## YOUR INSTRUCTIONS:
Among the entries below, copy every line that carries the word "Pascual".

START GIVEN DATA

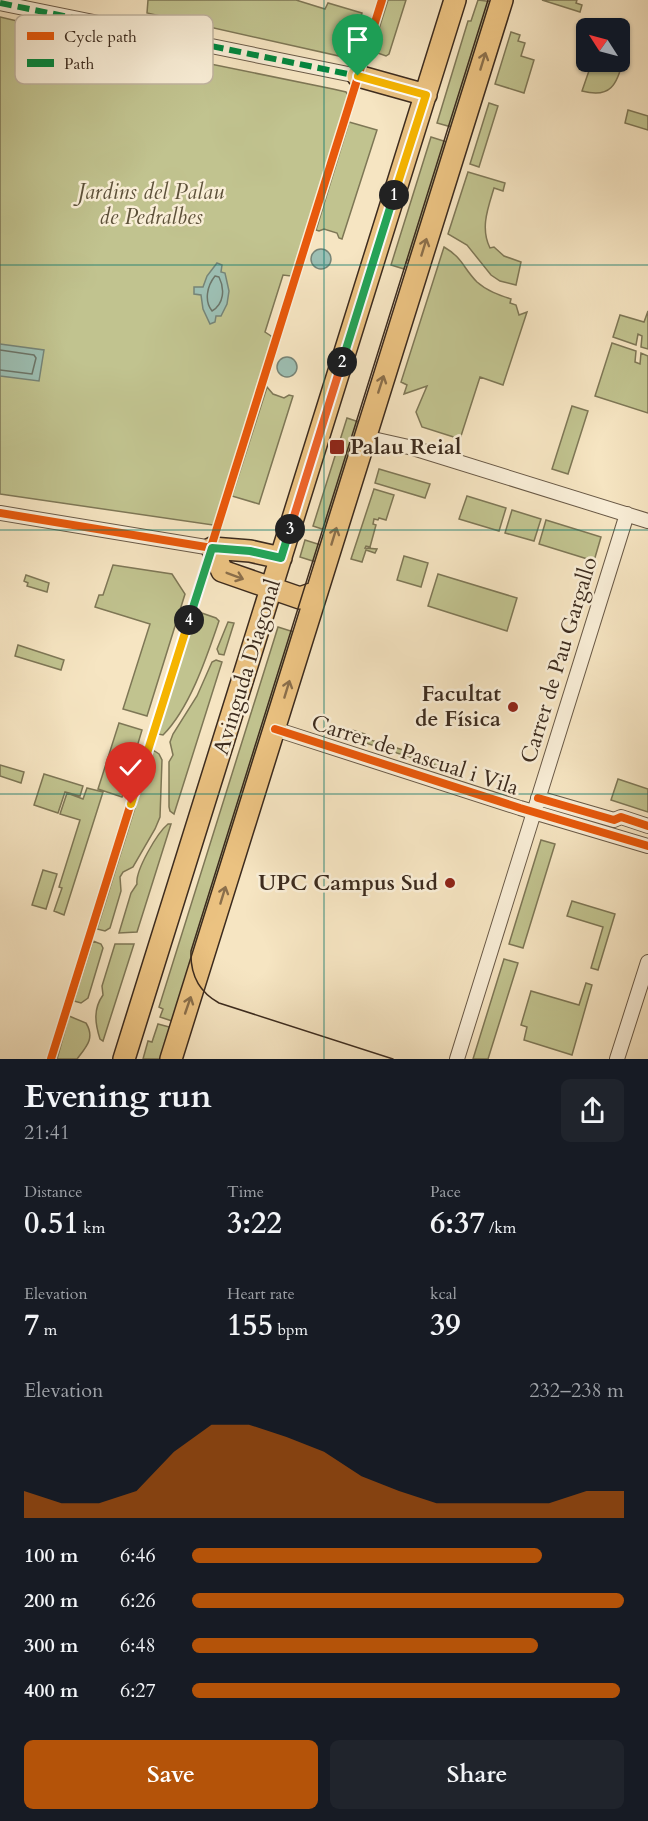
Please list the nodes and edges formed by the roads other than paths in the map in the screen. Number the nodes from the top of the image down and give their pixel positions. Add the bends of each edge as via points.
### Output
1 (455, 0) edge
2 (502, 0) edge
3 (0, 3) edge
4 (59, 15) edge
5 (213, 46) edge
6 (358, 76) joint
7 (426, 95) junction
8 (372, 440) junction
9 (0, 513) edge
10 (625, 518) junction
11 (648, 521) edge
12 (648, 530) edge
13 (212, 548) junction
14 (281, 558) junction
15 (272, 588) junction
16 (317, 592) junction
17 (274, 729) junction
18 (536, 805) junction
19 (614, 820) junction
20 (648, 826) edge
21 (611, 834) junction
22 (648, 846) edge
23 (648, 962) edge
24 (124, 1059) edge
25 (171, 1059) edge
26 (457, 1059) edge
27 (617, 1059) edge

1 - 7 main road, Avinguda Diagonal
8 -> 2 main road
3 - 4 street
5 - 6 street
6 - 7 main road
7 - 14 main road, Avinguda Diagonal
8 - 10 street via 388,449
16 -> 8 main road
9 - 13 street
10 - 11 street
10 - 12 street
10 - 18 street, Carrer de Pau Gargallo
13 - 14 main road
13 -> 15 main road via 222,571
14 - 15 main road, Avinguda Diagonal
15 - 16 main road via 300,598
15 - 24 main road, Avinguda Diagonal
17 -> 16 main road
17 - 18 street, Carrer de Pascual i Vila
25 -> 17 main road
18 - 19 street, Carrer de Pascual i Vila
18 - 21 street, Carrer de Pascual i Vila
18 - 26 street, Carrer de Pau Gargallo
19 - 20 street, Carrer de Pascual i Vila via 621,817
19 - 21 street
21 - 22 street, Carrer de Pascual i Vila
23 - 27 street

END GIVEN DATA

## WRITTEN SOLUTION:
17 - 18 street, Carrer de Pascual i Vila
18 - 19 street, Carrer de Pascual i Vila
18 - 21 street, Carrer de Pascual i Vila
19 - 20 street, Carrer de Pascual i Vila via 621,817
21 - 22 street, Carrer de Pascual i Vila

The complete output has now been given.